Überhaupt dreht sich im Arbeitsalltag von Ute Fischer und Bernhard Döveling so vieles um die Aspekte „Ehrenamt” und „Migration”. Weil es von zentraler Bedeutung von Sozialprojekten dieser Art ist, die Bürger mit Migrationshintergrund zu erreichen, ist für das Stadtteilbüro-Team eine sozialpädagogische Teilzeit-Kraft vorgesehen, die ebenfalls einen Migrationshintergrund hat. Projektmanager Döveling hat bereits eine Spezialistin mit türkischem Migrationshintergrund fest im Visier und setzt nun darauf, die neue Kollegin „so schnell wie möglich” einsetzen zu können. „Das ist für die weitere Entwicklung des Projekts unabdingbar”, betont er. Es gehe um eine „Brückenbauerfunktion”, um die ausländischen Bürger erreichen und mit den Inhalten und Zielen vertraut machen zu können. Nur so könnten auch die Frauen einbezogen und generell Migranten für die ehrenamtliche Mitarbeit begeistert werden.

Ohne das Ehrenamt läuft im DRK-Konzept für Setterich-Nord nichts. Als „tragende Säule” bezeichnet Döveling die Freiwilligkeit und Freiwilligen. Eine Nachhaltigkeit als oberstes Ziel des Sozialprojekts sei nur realisierbar, wenn Projekte von innen heraus wachsen, wenn die gemeinschaftliche Vernetzung im Stadtteil langfristig zum Selbstläufer werde.

Ein Anfang ist jedenfalls gemacht. Döveling hat in den ersten Wochen seiner Arbeit in Setterich festgestellt, dass seitens der Migrantenvertreter „ein großes Interesse besteht, eingebunden zu werden”. Allerdings gebe es grundsätzlich „eine große Distanz zwischen Migranten und Einheimischen”.

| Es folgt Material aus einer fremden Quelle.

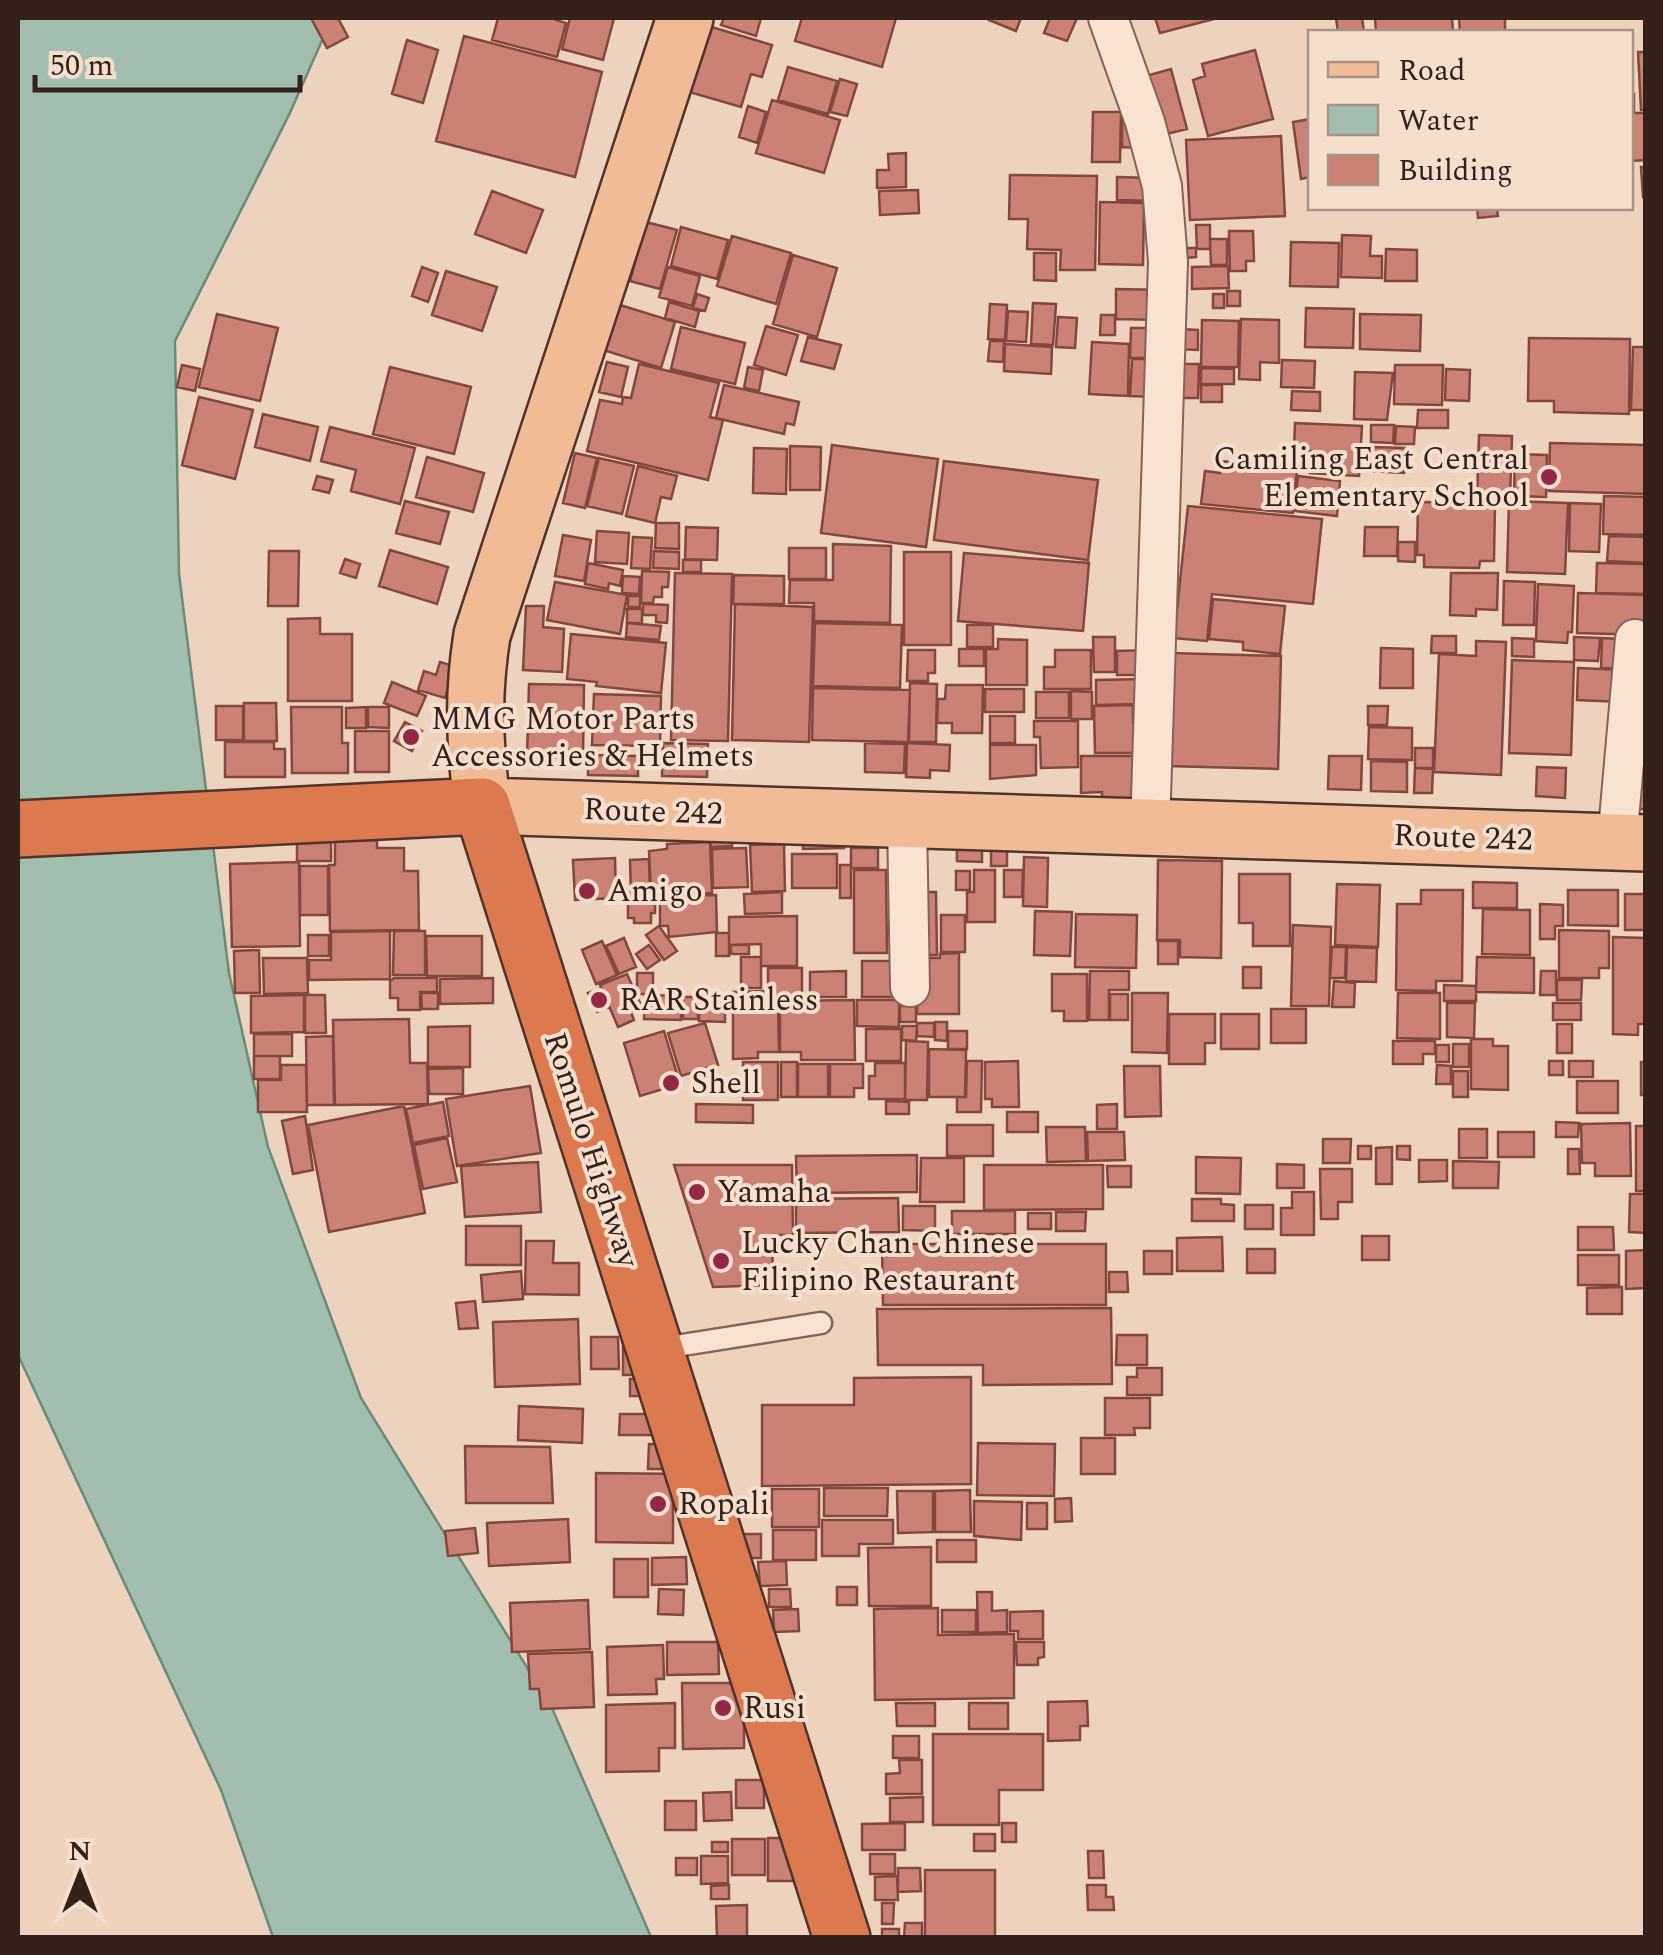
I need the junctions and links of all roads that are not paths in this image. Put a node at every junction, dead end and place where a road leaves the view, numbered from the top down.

Eine Gelegenheit zur konkreten Kooperation aller Akteure gibt es am kommenden Freitag, 26. März, wenn bei einem Workshop die Begegnungsstätte „Haus Setterich” inhaltlich und räumlich geplant werden soll (siehe Infobox). Die von der Stadt Baesweiler initiierte Veranstaltung wertet Bernhard Döveling auch deshalb als „einen ganz wichtigen Baustein. Denn die Menschen müssen mitgenommen werden.”